━━━━━ SOURCE RECORDS

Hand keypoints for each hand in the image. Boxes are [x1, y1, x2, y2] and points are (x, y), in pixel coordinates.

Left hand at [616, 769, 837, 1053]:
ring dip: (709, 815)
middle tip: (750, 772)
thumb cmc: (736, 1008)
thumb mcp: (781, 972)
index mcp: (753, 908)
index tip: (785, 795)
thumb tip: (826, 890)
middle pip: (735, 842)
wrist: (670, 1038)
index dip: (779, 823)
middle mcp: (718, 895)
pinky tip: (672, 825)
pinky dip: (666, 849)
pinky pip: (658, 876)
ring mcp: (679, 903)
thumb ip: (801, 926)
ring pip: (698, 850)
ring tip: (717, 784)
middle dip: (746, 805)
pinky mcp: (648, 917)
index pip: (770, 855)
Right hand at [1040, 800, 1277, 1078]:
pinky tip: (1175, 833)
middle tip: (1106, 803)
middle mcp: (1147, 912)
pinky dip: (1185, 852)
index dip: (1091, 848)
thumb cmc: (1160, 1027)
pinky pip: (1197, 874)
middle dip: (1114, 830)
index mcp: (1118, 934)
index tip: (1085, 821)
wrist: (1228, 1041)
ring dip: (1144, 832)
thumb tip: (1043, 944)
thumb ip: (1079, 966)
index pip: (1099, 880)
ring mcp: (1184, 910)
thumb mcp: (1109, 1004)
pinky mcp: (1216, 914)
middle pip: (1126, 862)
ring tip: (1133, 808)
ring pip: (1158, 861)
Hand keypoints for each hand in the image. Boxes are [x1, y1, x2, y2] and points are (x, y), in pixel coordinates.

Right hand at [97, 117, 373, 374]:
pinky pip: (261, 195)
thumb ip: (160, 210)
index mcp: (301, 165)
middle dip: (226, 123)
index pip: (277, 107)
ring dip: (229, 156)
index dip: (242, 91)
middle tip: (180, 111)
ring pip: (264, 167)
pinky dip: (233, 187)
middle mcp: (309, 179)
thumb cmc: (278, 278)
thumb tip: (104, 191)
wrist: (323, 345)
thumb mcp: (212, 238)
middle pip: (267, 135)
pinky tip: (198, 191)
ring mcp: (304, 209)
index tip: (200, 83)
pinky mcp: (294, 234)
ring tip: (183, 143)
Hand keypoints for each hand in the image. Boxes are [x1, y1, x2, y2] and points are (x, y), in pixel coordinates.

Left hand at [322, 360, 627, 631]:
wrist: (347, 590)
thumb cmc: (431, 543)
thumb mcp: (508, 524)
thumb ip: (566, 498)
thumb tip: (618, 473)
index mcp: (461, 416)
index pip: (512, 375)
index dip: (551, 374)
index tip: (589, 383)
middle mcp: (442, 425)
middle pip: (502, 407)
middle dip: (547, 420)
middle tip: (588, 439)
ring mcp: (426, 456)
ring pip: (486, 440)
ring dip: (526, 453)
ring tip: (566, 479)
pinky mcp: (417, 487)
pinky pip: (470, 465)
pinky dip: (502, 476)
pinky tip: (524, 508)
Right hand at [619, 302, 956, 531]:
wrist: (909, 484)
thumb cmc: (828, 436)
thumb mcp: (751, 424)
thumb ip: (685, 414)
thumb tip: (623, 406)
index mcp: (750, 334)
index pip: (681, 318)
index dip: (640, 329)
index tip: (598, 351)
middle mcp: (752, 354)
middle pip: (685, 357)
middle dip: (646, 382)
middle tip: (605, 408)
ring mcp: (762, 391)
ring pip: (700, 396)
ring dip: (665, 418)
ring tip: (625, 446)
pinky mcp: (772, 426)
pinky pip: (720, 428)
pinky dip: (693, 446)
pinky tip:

━━━━━━━━━━

Exactly as written, repeat each line from the beginning of the data above to the line containing "index tip: (200, 83)", inclusive.

Hand keypoints for each hand in the image. Boxes are [x1, y1, x2, y2] and points are (x, y), in pixel coordinates.

Left hand at [616, 769, 837, 1053]:
ring dip: (709, 815)
middle tip: (750, 772)
thumb cmc: (736, 1008)
thumb mcp: (781, 972)
index mcp: (753, 908)
index tip: (785, 795)
thumb tip: (826, 890)
middle pip: (735, 842)
wrist: (670, 1038)
index dip: (779, 823)
middle mcp: (718, 895)
pinky tip: (672, 825)
pinky dip: (666, 849)
pinky pip: (658, 876)
ring mcp: (679, 903)
thumb ip: (801, 926)
ring pip: (698, 850)
ring tip: (717, 784)
middle dip: (746, 805)
pinky mcp: (648, 917)
index pip: (770, 855)
Right hand at [1040, 800, 1277, 1078]:
pinky tip: (1175, 833)
middle tip: (1106, 803)
middle mcp: (1147, 912)
pinky dip: (1185, 852)
index dip: (1091, 848)
thumb cmc: (1160, 1027)
pinky pip: (1197, 874)
middle dip: (1114, 830)
index mcp: (1118, 934)
index tip: (1085, 821)
wrist: (1228, 1041)
ring dip: (1144, 832)
thumb tip: (1043, 944)
thumb ip: (1079, 966)
index pip: (1099, 880)
ring mcp: (1184, 910)
thumb mcp: (1109, 1004)
pinky mcp: (1216, 914)
middle pip: (1126, 862)
ring tip: (1133, 808)
ring pip: (1158, 861)
Hand keypoints for each hand in the image. Boxes are [x1, y1, x2, y2] and points are (x, y), in pixel coordinates.

Right hand at [97, 117, 373, 374]:
pinky pip: (261, 195)
thumb ip: (160, 210)
index mcp: (301, 165)
middle dip: (226, 123)
index pip: (277, 107)
ring dip: (229, 156)
index dip: (242, 91)
middle tip: (180, 111)
ring pip: (264, 167)
pinky dip: (233, 187)
middle mcp: (309, 179)
thumb cmc: (278, 278)
thumb tip: (104, 191)
wrist: (323, 345)
thumb mcp: (212, 238)
middle pip: (267, 135)
pinky tip: (198, 191)
ring mcp: (304, 209)
index tip: (200, 83)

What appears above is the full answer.